Of course, the CFL Combine radar charts fail to display the human element and effort to improve. I say this because Metchie’s willingness to study his mistakes and anticipate what opposing coaches will likely do to twist him in knots on game day intrigued me in conversation last season before calling a Toronto-BC late-season contest. All part of the journey from evaluation to champion.
Ryan Hunter, offensive line
Coming out of Bowling Green in 2018, Ryan Hunter was one of the smoothest, most athletic lineman around. He opted to test his NFL potential and was rewarded with a Super Bowl while a member of the Kansas City Chiefs.

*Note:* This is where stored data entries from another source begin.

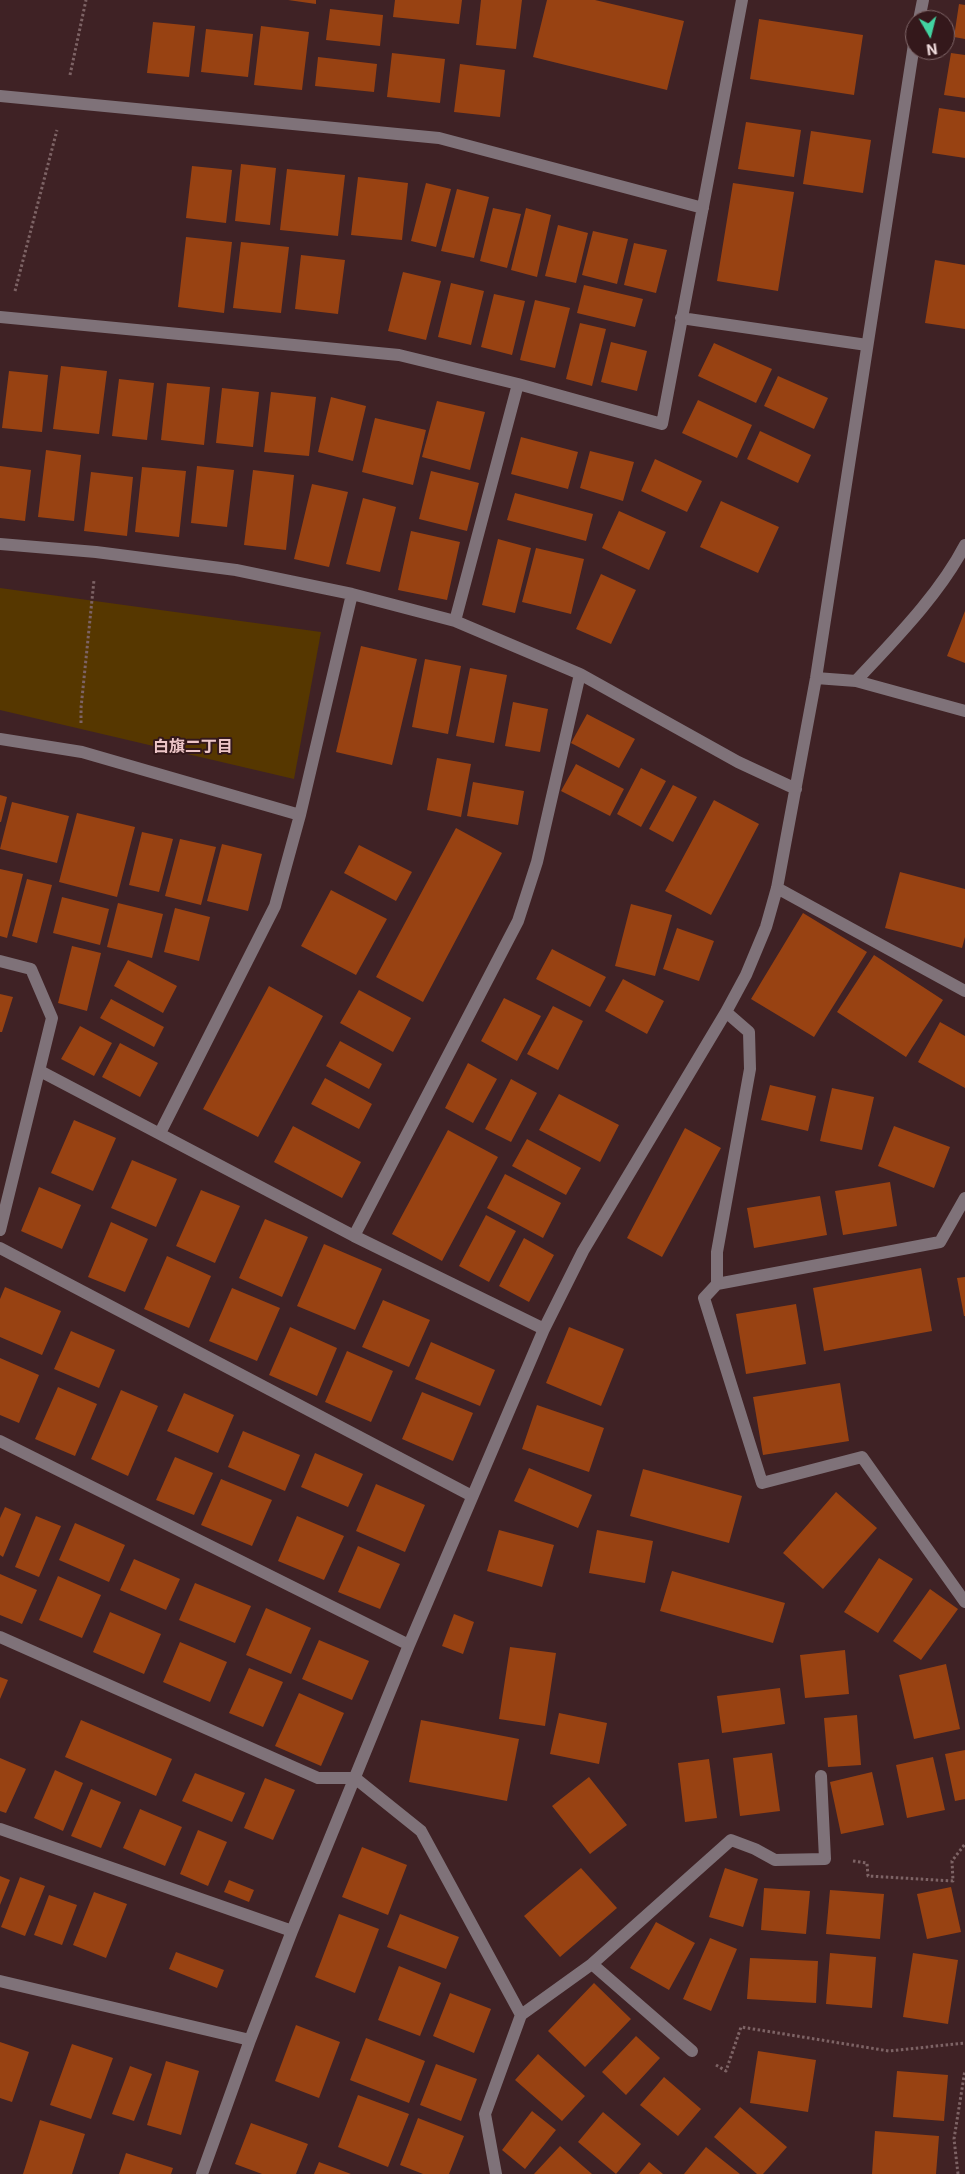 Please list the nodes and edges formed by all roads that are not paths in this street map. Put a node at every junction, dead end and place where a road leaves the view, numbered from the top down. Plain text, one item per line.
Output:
1 (742, 0) edge
2 (912, 60) edge
3 (0, 96) edge
4 (703, 208) junction
5 (4, 317) edge
6 (681, 318) junction
7 (867, 345) junction
8 (518, 384) junction
9 (0, 544) edge
10 (965, 545) edge
11 (352, 594) junction
12 (455, 620) junction
13 (580, 674) junction
14 (816, 678) junction
15 (856, 682) junction
16 (965, 711) edge
17 (0, 739) edge
18 (796, 789) junction
19 (300, 815) junction
20 (778, 888) junction
21 (0, 961) edge
22 (965, 991) edge
23 (726, 1012) junction
24 (40, 1071) junction
25 (160, 1133) junction
26 (965, 1198) edge
27 (0, 1230) edge
28 (354, 1236) junction
29 (0, 1248) edge
30 (717, 1284) junction
31 (544, 1329) junction
32 (0, 1441) edge
33 (472, 1496) junction
34 (965, 1602) edge
35 (0, 1637) edge
36 (409, 1645) junction
37 (821, 1776) dead end
38 (355, 1778) junction
39 (0, 1829) edge
40 (292, 1932) junction
41 (592, 1964) junction
42 (0, 1981) edge
43 (520, 2015) junction
44 (250, 2040) junction
45 (692, 2051) road end
46 (202, 2174) edge
47 (496, 2174) edge

1 - 4 street
2 - 7 street
3 - 4 street
4 - 6 street
5 - 8 street
6 - 7 street
6 - 8 street
7 - 14 street
8 - 12 street
9 - 11 street
10 - 15 street
11 - 12 street
11 - 19 street
12 - 13 street
13 - 18 street
13 - 28 street
14 - 15 street
14 - 18 street
15 - 16 street
17 - 19 street
18 - 20 street
19 - 25 street
20 - 22 street
20 - 23 street
21 - 24 street
23 - 30 street
23 - 31 street
24 - 25 street
24 - 27 street
25 - 28 street
26 - 30 street
28 - 31 street
29 - 33 street
30 - 34 street
31 - 33 street
32 - 36 street
33 - 36 street
35 - 38 street
36 - 38 street
37 - 41 street
38 - 40 street
38 - 43 street
39 - 40 street
40 - 44 street
41 - 43 street
41 - 45 street
42 - 44 street
43 - 47 street
44 - 46 street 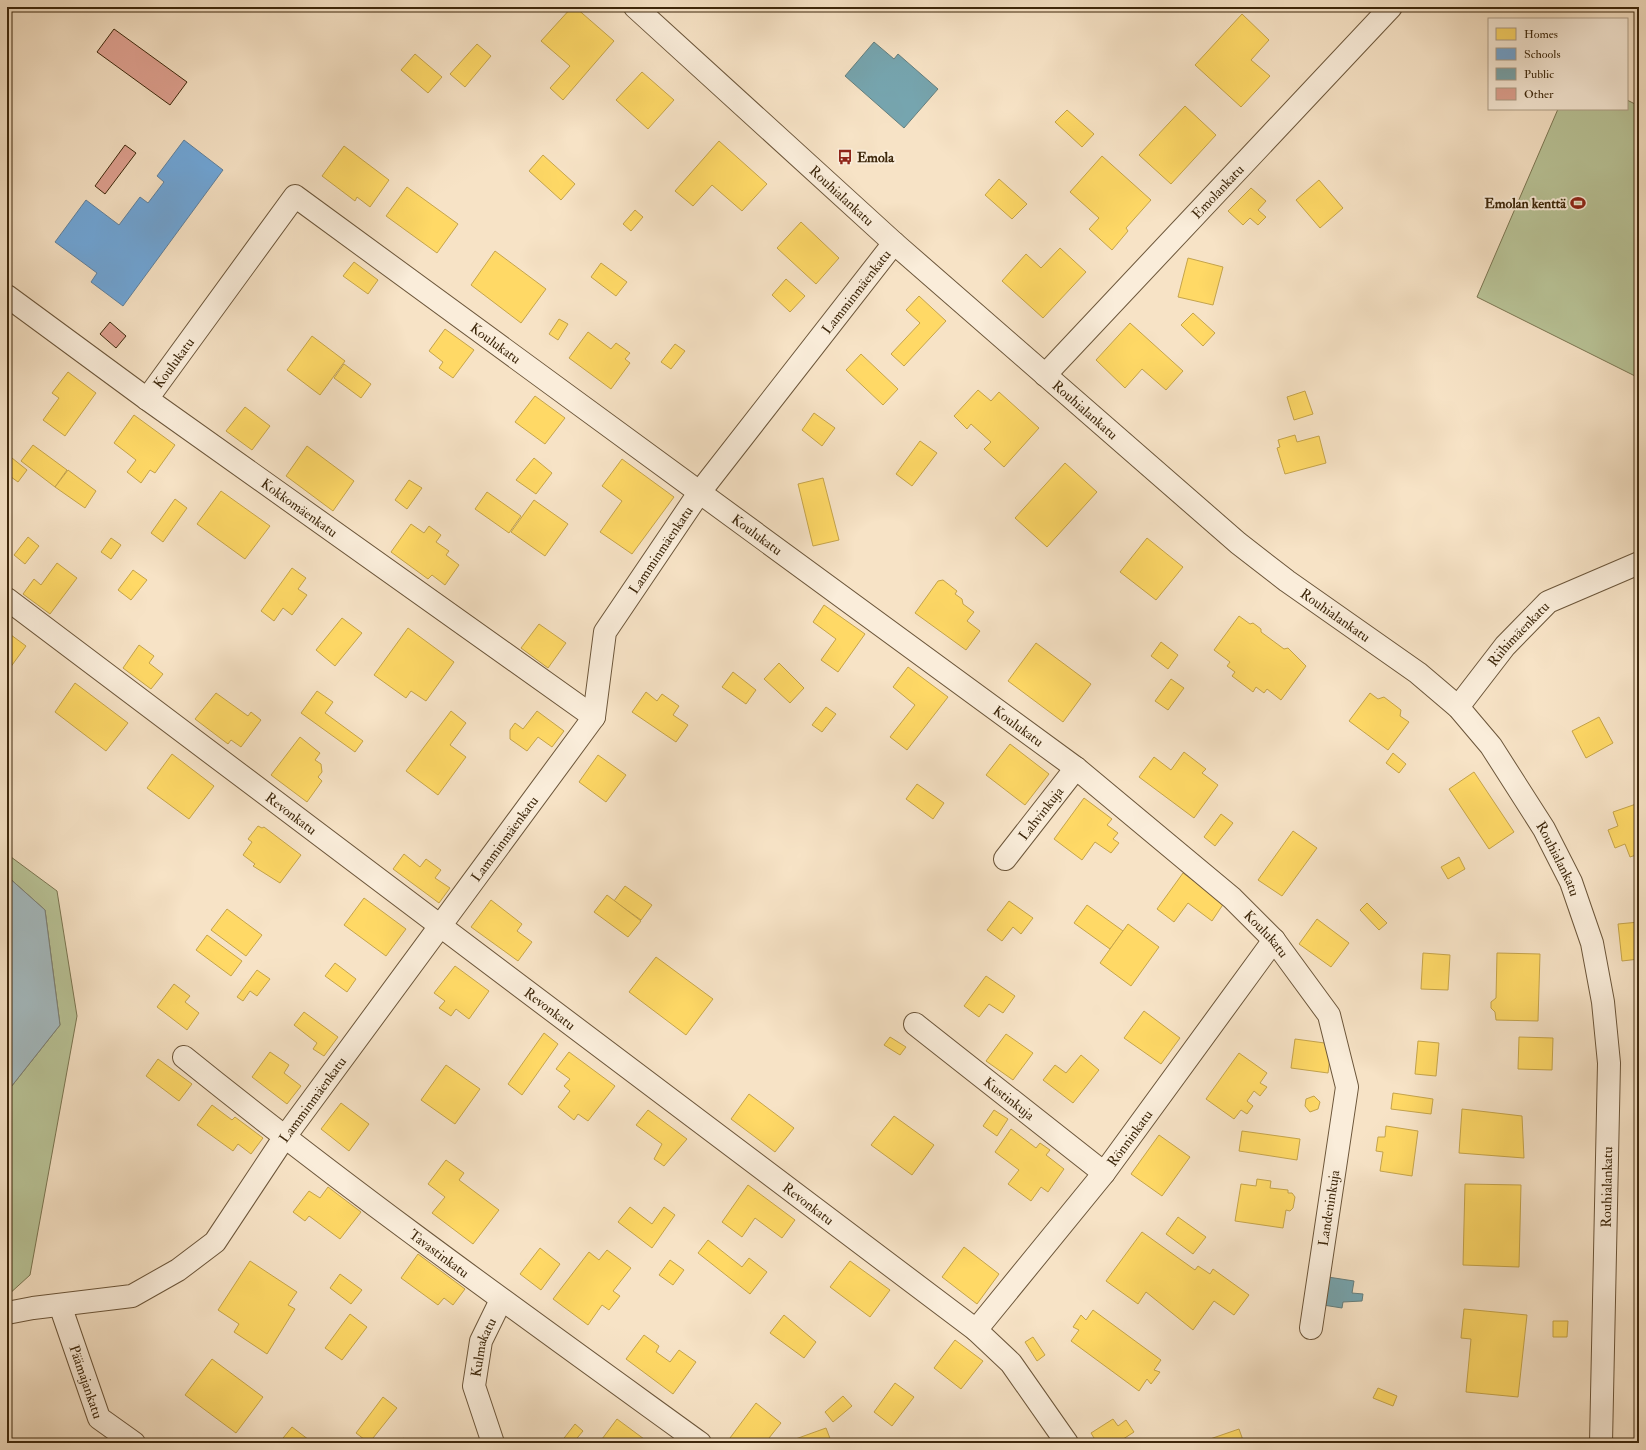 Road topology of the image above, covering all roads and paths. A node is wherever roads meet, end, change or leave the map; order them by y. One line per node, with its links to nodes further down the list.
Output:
1 (635, 7): 3 (street, Rouhialankatu)
2 (1391, 7): 5 (street, Emolankatu)
3 (894, 242): 5 (street, Rouhialankatu); 7 (street, Lamminmäenkatu)
4 (7, 296): 6 (street, Kokkomäenkatu)
5 (1045, 375): 10 (street, Rouhialankatu)
6 (147, 399): 7 (street, Koulukatu); 11 (street, Kokkomäenkatu)
7 (699, 492): 11 (street, Lamminmäenkatu); 12 (street, Koulukatu)
8 (1639, 563): 10 (street, Riihimäenkatu)
9 (7, 599): 14 (street, Revonkatu)
10 (1458, 707): 30 (street, Rouhialankatu)
11 (594, 717): 14 (street, Lamminmäenkatu)
12 (1076, 768): 13 (street, Lahvinkuja); 15 (street, Koulukatu)
13 (1005, 859)
14 (441, 926): 19 (street, Lamminmäenkatu); 25 (street, Revonkatu)
15 (1274, 940): 18 (street, Koulukatu); 20 (street, Rönninkatu)
16 (915, 1024): 20 (street, Kustinkuja)
17 (184, 1057): 19 (street, Tavastinkatu)
18 (1347, 1087): 24 (street, Landeninkuja)
19 (284, 1138): 21 (street, Tavastinkatu); 22 (street, Lamminmäenkatu)
20 (1104, 1173): 25 (street, Rönninkatu)
21 (501, 1300): 27 (street, Kulmakatu); 28 (street, Tavastinkatu)
22 (60, 1305): 23 (street, Lamminmäenkatu); 26 (street, Päämajankatu)
23 (7, 1313)
24 (1311, 1328)
25 (976, 1330): 29 (street, Revonkatu)
26 (134, 1443)
27 (493, 1443)
28 (700, 1443)
29 (1067, 1443)
30 (1601, 1443)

Hunter finally brought his championship touch north of the border late this season, creating a conundrum for Argos coaches as they tried to find the right spot for the flexible talent before settling in at left guard for the 109th Grey Cup.
Robbie Smith, defensive line
One of the names you will never forget from an all-time Argos win, Robbie Smith took the penalty which extended Winnipeg’s three-peat hopes, before blocking a field goal late in the fourth quarter to preserve the win. That was just part of his extensive football journey, which included this eye-opening 2019 CFL Combine performance.

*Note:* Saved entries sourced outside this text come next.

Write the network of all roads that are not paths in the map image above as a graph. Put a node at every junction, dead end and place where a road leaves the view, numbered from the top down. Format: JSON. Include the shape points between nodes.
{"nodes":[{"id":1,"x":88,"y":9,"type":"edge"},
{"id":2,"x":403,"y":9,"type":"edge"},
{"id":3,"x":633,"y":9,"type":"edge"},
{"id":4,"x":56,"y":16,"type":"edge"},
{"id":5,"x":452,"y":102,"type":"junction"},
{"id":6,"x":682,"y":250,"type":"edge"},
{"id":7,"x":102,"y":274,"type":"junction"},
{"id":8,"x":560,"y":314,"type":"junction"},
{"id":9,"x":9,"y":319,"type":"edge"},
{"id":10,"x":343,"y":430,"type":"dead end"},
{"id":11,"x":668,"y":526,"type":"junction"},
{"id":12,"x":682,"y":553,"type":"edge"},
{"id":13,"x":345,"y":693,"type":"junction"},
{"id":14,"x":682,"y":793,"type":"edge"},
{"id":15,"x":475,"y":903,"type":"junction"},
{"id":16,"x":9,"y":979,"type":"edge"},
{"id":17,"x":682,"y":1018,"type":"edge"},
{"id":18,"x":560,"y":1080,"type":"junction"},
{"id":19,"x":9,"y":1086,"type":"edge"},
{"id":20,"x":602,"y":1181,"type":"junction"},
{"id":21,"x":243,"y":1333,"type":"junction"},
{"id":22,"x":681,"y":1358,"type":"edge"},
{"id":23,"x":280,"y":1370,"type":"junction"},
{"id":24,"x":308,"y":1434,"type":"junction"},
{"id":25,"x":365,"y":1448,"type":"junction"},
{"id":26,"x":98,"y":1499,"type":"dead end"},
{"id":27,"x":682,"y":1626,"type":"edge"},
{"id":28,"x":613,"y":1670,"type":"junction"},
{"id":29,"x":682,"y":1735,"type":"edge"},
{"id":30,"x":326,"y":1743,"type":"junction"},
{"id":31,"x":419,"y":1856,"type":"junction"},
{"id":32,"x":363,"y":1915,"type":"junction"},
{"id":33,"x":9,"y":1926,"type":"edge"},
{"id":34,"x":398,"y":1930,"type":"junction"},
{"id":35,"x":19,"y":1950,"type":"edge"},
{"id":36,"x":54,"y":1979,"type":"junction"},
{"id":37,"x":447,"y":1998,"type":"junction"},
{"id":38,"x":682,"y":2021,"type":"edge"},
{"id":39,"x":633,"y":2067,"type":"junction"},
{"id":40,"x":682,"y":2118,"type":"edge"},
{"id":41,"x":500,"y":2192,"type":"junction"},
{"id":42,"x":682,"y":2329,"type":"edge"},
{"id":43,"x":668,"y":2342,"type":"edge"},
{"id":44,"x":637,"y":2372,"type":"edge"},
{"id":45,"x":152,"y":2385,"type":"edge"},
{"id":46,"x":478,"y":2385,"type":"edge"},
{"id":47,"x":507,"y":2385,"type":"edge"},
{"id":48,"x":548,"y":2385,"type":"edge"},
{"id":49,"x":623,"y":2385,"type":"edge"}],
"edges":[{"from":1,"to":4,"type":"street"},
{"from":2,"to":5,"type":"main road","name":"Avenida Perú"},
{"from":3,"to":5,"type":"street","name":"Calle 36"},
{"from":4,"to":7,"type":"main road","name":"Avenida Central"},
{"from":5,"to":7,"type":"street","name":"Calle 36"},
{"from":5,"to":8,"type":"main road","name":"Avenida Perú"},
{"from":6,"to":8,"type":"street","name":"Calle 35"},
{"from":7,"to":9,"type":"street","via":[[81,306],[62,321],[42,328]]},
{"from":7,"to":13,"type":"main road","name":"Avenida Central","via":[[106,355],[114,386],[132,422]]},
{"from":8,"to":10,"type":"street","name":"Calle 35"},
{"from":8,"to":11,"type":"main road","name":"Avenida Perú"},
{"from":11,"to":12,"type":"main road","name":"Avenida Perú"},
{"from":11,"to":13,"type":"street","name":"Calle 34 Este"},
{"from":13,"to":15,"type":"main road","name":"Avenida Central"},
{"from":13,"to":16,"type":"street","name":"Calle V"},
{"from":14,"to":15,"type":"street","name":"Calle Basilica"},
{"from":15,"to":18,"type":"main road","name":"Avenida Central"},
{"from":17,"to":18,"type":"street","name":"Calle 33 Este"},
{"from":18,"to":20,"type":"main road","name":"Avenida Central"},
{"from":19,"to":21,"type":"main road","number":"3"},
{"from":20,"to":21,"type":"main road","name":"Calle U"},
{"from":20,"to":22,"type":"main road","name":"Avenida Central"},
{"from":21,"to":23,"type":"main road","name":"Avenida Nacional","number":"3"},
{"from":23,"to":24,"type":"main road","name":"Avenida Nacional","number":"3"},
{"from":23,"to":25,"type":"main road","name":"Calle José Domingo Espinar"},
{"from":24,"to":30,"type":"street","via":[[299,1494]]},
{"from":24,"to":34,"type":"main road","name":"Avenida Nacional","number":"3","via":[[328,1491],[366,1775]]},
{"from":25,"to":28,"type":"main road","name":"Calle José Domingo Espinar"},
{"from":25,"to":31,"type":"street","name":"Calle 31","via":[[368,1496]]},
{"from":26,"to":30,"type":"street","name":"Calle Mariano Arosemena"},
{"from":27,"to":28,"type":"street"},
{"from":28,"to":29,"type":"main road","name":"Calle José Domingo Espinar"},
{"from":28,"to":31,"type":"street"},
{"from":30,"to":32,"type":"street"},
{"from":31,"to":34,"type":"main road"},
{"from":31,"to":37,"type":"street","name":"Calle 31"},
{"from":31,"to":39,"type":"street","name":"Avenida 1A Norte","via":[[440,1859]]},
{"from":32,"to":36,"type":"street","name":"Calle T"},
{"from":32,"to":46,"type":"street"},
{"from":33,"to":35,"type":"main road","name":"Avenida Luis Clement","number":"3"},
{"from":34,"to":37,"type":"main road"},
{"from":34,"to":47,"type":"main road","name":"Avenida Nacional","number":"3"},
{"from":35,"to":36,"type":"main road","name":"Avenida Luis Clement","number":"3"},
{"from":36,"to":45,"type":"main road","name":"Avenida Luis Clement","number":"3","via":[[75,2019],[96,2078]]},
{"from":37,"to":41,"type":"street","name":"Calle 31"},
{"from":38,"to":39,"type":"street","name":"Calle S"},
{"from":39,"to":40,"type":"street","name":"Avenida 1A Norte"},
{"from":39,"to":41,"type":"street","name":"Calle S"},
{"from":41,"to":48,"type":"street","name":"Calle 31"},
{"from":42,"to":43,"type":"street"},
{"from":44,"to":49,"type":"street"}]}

His then-Argos’ teammate Ja’Gared Davis told me this year that Smith has all the potential and variety of moves to be a top-five CFL pass rusher as soon as 2023. The athleticism was never in doubt from this combine.
Kurleigh Gittens Jr., receiver
While he didn’t blow up the combine like university teammate Robbie Smith, Kurleigh Gittens Jr.‘s game film and stat stuffing over a prolific career at Wilfrid Laurier spoke volumes four years ago.
Even still, he was the sixth receiver to come off the board in the 2019 draft. After spending a couple years as an understudy, Gittens Jr. exploded onto the scene in 2022 as a CFL star. Despite having a rough Grey Cup while under the weather, he signed a three-year extension with Toronto ahead of free agency and is poised to have another stellar season after being an incredible value pick for the Argos.
Henoc Muamba, linebacker
If there is one image that will always resonate in my mind from the 109th Grey Cup, it is Henoc Muamba breaking into full tears on stage while being awarded the championship and being named the game’s Most Valuable Player and Most Valuable Canadian.
A decade ago, Muamba set the standard for linebacker combine performances with this jaw-dropping effort. A bit undersized? Sure, if you’d like to nitpick but that’s the only fault you’d find in his game before the now immortalized Argos’ man in the middle was taken first overall by Winnipeg.
From Gregor Mackellar to Daniel Adeboboye, Jack Cassar to Dariusz Bladek, the Argos were full of great CFL Combine stories deserving of love. So as we make our way through testing and the Draft over the next two months ask yourself this: Who are the great Canadian stories that will be told about my team yet to be found at these combines?